Many people say that autonomous vehicles are the way of the future, and they believe that they'll make the roads completely safe. That isn't true, a new study has found, because there is still a potential for errors and unexpected hazards.
A new study has found that while crashes may be reduced with the use of autonomous vehicles, they will still occur. The Insurance Institute for Highway Safety (IIHS) has stated that autonomous vehicles may reduce crashes by around a third.
It's true that the vehicles will be able to react faster than people and won't be able to get drunk or distracted. That doesn't meant that they're perfect, though.
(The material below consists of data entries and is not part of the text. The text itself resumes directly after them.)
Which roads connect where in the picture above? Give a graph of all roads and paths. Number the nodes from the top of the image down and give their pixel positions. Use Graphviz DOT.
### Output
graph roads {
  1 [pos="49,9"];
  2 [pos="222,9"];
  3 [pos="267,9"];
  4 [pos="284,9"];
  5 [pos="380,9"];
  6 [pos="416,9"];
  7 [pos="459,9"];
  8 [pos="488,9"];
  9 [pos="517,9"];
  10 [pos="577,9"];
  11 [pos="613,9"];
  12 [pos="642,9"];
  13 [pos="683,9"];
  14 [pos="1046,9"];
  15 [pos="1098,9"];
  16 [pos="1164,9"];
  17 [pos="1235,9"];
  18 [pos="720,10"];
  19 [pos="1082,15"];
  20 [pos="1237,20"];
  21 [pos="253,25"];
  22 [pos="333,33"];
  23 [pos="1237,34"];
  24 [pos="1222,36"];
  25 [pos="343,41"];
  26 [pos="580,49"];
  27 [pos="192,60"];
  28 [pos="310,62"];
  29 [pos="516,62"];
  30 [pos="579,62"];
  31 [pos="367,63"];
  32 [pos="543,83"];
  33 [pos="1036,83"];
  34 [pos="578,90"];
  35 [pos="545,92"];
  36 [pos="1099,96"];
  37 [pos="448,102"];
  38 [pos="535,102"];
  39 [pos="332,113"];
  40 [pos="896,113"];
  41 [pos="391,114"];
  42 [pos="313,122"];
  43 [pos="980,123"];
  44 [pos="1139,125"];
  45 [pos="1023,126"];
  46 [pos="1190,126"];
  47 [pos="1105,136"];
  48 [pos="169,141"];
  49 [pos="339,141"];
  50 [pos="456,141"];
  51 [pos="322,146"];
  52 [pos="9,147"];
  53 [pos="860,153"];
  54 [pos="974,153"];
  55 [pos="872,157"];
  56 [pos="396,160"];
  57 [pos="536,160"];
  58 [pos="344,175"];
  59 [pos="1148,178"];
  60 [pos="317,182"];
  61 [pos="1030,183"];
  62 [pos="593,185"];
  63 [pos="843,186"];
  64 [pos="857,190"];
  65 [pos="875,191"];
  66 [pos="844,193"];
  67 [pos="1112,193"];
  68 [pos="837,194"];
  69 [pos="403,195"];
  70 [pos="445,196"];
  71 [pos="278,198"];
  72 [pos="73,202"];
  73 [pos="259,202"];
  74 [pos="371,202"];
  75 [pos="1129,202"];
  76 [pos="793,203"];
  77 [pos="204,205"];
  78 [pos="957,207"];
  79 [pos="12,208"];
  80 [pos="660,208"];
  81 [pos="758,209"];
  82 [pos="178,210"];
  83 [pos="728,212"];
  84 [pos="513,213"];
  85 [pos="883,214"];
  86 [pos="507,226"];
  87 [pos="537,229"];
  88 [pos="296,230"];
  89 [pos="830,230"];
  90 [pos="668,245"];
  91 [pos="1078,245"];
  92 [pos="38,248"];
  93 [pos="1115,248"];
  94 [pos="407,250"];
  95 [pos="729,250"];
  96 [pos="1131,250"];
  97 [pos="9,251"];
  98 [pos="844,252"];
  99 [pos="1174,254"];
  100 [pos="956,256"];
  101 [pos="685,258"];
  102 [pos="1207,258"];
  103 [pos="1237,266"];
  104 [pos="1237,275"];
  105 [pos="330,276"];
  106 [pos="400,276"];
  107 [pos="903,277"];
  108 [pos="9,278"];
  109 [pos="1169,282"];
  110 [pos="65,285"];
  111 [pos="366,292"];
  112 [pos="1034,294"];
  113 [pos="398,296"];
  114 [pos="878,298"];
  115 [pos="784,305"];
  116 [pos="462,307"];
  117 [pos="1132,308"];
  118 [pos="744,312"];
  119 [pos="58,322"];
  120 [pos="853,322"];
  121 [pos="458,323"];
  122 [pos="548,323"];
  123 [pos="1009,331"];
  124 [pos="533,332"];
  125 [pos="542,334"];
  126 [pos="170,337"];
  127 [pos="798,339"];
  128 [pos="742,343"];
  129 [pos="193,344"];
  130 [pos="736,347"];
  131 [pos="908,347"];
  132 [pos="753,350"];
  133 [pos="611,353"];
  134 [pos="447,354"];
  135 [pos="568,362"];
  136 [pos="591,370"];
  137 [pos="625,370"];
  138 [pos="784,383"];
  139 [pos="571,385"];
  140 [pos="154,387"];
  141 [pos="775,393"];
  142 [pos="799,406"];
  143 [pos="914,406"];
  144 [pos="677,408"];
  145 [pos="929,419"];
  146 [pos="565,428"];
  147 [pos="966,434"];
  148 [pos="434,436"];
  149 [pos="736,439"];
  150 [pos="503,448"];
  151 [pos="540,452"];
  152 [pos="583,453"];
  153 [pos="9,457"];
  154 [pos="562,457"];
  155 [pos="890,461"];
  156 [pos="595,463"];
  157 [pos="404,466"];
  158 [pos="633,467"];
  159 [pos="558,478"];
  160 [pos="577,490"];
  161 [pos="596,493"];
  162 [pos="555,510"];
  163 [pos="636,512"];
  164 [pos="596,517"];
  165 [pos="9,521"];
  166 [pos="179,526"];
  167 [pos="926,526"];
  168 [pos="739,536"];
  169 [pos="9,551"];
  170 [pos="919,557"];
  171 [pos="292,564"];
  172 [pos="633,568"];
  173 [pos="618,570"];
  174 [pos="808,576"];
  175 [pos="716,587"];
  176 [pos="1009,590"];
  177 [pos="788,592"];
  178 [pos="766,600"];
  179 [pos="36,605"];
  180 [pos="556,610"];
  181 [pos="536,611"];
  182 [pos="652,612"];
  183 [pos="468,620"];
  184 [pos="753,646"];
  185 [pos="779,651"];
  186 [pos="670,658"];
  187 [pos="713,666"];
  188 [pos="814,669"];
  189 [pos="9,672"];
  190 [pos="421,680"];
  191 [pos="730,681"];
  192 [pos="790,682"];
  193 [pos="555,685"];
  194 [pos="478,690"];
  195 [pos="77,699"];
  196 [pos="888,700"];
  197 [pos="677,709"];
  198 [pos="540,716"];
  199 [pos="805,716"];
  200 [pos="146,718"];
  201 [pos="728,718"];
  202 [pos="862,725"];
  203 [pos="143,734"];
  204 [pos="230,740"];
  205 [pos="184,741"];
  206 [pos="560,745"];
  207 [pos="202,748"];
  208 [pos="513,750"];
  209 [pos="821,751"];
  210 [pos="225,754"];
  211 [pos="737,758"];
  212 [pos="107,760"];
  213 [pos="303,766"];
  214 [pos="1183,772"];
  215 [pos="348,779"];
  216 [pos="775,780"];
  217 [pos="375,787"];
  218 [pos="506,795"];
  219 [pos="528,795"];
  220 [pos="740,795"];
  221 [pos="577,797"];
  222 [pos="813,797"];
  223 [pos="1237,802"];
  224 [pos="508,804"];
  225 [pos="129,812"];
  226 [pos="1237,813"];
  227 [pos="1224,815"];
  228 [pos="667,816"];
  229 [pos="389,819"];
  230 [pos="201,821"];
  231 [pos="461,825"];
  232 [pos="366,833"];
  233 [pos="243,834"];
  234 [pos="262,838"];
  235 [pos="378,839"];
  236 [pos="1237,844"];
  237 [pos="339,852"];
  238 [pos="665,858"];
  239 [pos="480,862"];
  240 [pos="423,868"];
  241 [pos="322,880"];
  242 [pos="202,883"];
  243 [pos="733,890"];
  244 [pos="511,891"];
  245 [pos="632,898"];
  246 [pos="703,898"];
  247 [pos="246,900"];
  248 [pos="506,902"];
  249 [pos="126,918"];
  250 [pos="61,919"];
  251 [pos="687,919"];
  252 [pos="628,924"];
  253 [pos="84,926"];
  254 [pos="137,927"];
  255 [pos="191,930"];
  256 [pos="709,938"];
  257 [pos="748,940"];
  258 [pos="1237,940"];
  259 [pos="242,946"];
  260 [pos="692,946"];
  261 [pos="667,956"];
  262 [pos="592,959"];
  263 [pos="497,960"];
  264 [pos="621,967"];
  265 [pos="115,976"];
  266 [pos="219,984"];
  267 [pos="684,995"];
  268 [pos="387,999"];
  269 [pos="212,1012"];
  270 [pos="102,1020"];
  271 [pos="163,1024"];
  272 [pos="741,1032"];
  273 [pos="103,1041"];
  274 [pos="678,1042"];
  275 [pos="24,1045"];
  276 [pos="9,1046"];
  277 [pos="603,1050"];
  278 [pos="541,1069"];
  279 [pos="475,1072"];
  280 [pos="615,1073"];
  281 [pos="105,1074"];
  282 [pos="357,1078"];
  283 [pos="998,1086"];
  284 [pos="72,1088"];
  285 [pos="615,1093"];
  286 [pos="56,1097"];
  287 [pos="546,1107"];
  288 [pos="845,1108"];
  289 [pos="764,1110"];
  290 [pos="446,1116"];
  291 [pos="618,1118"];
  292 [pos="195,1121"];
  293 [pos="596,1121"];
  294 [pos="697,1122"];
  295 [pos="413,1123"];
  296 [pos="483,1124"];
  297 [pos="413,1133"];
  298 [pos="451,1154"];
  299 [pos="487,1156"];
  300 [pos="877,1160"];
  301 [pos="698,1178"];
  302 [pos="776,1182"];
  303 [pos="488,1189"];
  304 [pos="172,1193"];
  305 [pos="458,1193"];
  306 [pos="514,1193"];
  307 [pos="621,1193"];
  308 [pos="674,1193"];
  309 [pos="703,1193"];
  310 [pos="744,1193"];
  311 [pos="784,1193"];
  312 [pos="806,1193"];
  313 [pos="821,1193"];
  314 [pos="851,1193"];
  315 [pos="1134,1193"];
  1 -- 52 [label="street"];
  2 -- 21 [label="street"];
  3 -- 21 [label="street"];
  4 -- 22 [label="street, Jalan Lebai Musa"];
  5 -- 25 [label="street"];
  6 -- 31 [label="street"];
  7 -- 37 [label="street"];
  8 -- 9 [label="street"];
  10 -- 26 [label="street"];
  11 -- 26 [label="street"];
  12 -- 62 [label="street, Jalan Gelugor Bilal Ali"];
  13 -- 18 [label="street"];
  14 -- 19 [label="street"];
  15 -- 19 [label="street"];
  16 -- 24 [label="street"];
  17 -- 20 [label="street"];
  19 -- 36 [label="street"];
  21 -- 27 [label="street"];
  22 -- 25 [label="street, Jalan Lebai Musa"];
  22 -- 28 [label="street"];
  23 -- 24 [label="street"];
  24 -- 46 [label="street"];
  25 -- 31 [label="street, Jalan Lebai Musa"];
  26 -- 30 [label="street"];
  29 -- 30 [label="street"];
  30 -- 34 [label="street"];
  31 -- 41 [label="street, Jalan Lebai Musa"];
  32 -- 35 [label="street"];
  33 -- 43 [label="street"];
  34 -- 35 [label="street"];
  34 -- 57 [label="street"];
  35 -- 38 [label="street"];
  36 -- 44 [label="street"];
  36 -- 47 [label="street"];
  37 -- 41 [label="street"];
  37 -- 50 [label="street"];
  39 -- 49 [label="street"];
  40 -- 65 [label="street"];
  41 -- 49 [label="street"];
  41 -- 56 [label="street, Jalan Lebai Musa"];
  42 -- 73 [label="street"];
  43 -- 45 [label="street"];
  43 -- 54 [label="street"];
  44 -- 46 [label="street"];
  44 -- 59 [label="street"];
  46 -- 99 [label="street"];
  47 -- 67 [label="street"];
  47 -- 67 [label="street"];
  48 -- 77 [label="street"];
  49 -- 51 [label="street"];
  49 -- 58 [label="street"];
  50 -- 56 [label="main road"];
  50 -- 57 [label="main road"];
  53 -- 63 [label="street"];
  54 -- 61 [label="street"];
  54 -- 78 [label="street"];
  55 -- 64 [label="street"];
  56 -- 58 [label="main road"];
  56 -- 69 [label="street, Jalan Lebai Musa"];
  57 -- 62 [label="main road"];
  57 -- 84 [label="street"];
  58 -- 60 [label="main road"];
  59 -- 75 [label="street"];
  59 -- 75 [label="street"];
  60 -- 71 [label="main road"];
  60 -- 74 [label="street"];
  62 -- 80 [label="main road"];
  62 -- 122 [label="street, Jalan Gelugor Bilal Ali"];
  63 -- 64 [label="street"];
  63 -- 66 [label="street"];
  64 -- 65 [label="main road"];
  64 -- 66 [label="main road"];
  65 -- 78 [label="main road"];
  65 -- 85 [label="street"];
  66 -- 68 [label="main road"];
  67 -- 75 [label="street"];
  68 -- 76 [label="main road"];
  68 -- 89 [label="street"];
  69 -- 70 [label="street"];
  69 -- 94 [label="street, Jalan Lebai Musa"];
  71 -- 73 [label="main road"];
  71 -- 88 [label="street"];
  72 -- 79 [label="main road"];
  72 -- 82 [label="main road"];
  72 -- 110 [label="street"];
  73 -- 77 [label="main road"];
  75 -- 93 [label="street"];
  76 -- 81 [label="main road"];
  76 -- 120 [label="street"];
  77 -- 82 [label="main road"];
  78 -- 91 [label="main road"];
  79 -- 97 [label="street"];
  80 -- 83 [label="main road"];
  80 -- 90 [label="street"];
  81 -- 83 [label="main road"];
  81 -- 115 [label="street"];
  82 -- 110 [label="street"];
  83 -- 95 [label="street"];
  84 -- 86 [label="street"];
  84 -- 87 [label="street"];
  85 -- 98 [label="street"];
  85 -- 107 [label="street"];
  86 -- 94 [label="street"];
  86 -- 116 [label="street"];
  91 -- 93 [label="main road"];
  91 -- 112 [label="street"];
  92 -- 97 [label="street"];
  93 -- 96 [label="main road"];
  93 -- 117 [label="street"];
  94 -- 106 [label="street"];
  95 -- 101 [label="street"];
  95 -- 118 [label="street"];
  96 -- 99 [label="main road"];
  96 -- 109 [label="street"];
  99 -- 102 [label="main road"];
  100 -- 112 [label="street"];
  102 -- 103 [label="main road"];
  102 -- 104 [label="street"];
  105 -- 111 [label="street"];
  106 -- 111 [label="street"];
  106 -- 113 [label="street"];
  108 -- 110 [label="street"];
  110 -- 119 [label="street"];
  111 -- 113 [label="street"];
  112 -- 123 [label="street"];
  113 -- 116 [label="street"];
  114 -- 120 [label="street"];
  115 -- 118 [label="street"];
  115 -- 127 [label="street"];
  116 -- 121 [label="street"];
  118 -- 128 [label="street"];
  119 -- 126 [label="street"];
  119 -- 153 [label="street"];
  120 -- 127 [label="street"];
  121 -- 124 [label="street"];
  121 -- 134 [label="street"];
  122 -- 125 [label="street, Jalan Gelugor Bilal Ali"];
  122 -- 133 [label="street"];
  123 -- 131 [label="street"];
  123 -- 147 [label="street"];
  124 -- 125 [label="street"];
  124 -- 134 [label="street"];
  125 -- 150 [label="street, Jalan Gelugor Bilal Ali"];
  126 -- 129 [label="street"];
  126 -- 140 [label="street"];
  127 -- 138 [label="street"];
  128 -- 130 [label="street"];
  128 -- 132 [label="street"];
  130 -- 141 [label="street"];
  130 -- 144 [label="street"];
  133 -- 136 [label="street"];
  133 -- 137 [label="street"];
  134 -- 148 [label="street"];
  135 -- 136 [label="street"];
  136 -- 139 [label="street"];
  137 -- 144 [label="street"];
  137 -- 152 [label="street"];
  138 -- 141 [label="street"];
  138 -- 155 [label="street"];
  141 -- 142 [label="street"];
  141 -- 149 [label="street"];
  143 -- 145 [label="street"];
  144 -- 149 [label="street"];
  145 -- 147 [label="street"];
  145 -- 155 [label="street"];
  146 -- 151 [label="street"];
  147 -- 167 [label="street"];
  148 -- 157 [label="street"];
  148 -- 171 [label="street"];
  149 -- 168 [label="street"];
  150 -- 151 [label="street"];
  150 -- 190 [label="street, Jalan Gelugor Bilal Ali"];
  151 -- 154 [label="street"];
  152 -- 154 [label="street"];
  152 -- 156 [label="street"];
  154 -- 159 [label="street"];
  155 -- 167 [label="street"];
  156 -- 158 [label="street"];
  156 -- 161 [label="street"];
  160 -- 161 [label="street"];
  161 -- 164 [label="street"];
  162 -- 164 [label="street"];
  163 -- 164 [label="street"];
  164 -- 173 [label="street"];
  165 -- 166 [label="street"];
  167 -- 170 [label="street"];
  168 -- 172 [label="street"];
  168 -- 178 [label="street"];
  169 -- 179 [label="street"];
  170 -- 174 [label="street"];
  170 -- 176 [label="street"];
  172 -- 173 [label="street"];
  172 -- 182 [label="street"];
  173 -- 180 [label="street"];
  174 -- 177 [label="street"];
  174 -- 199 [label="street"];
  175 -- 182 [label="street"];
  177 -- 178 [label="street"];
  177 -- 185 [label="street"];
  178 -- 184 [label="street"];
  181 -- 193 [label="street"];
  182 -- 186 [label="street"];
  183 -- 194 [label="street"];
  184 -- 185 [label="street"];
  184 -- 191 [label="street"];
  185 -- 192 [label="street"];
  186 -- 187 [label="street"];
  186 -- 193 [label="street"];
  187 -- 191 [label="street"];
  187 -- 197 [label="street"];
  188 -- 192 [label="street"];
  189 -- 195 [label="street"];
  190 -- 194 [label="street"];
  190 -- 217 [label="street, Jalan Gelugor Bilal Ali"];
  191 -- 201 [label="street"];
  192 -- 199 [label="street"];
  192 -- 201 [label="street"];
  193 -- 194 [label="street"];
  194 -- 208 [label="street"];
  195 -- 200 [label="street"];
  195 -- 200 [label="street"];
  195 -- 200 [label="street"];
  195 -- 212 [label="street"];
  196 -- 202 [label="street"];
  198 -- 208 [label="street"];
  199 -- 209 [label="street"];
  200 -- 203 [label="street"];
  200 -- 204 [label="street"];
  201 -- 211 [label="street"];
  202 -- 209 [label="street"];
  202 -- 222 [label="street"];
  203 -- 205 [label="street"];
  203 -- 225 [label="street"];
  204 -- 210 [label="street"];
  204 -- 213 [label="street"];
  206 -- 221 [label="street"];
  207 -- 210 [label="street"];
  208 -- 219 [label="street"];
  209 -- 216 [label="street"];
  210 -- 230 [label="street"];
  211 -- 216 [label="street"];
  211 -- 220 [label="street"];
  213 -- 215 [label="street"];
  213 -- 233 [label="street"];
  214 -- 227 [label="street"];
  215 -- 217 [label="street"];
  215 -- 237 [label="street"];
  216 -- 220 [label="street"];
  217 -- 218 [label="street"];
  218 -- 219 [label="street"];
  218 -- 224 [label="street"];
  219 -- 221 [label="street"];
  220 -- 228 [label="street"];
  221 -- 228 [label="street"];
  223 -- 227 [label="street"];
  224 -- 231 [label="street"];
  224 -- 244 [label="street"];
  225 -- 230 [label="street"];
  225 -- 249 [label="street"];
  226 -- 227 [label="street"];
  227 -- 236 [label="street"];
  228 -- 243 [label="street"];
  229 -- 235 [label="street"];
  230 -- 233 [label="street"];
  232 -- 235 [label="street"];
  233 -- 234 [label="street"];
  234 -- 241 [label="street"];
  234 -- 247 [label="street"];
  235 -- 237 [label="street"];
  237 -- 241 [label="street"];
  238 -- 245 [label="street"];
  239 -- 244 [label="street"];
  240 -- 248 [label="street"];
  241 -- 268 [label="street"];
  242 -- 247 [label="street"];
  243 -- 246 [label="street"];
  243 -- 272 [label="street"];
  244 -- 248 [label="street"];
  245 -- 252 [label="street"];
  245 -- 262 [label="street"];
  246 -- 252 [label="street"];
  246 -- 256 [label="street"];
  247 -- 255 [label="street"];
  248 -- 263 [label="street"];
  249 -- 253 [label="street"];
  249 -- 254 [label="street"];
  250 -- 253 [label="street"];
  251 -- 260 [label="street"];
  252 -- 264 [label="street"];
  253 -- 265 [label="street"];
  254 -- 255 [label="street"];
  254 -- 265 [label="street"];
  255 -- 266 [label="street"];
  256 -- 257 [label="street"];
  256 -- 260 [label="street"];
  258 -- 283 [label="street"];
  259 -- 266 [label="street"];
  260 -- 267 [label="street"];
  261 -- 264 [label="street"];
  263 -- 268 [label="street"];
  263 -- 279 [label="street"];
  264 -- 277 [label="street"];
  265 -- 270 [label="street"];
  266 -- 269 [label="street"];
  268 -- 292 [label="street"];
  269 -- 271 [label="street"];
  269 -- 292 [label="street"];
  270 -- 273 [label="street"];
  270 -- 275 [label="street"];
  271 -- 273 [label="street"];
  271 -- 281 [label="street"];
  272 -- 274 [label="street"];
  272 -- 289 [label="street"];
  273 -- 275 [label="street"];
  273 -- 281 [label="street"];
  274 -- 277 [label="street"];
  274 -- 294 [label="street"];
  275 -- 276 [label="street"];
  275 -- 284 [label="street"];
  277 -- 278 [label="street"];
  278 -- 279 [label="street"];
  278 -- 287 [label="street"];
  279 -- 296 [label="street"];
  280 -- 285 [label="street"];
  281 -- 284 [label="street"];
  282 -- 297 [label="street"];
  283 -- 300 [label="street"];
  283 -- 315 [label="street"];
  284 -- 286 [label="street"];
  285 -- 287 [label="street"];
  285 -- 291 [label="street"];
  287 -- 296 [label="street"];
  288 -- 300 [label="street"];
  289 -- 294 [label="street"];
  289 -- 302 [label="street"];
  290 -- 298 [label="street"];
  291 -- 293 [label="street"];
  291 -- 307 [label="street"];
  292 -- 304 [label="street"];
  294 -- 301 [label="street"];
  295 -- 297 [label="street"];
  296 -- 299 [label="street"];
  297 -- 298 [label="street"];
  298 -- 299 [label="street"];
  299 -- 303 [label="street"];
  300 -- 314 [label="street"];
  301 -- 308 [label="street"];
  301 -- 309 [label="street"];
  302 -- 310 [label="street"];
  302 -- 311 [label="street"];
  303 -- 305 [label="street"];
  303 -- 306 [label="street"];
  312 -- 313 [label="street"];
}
The vehicles still won't be able to react instantaneously, so even if they put on the brakes to avoid a rear-end collision, speed, distance and other factors could play a role in whether or not the vehicle can stop in time.
Self-driving vehicles can stop crashes caused by incapacitation, such as falling asleep behind the wheel or driving while impaired, but prediction errors could still happen. That means that your vehicle could misjudge the speed of vehicles around it, drive too fast for the road condition or make other calculation mistakes that end up causing a crash.
Autonomous vehicles may be helpful in the future, and some of their features are starting to become popular in newer vehicles today. Still, there is always a risk of a collision. If you do end up involved in a crash because of a miscalculation or human error, it's important to know your rights as a victim.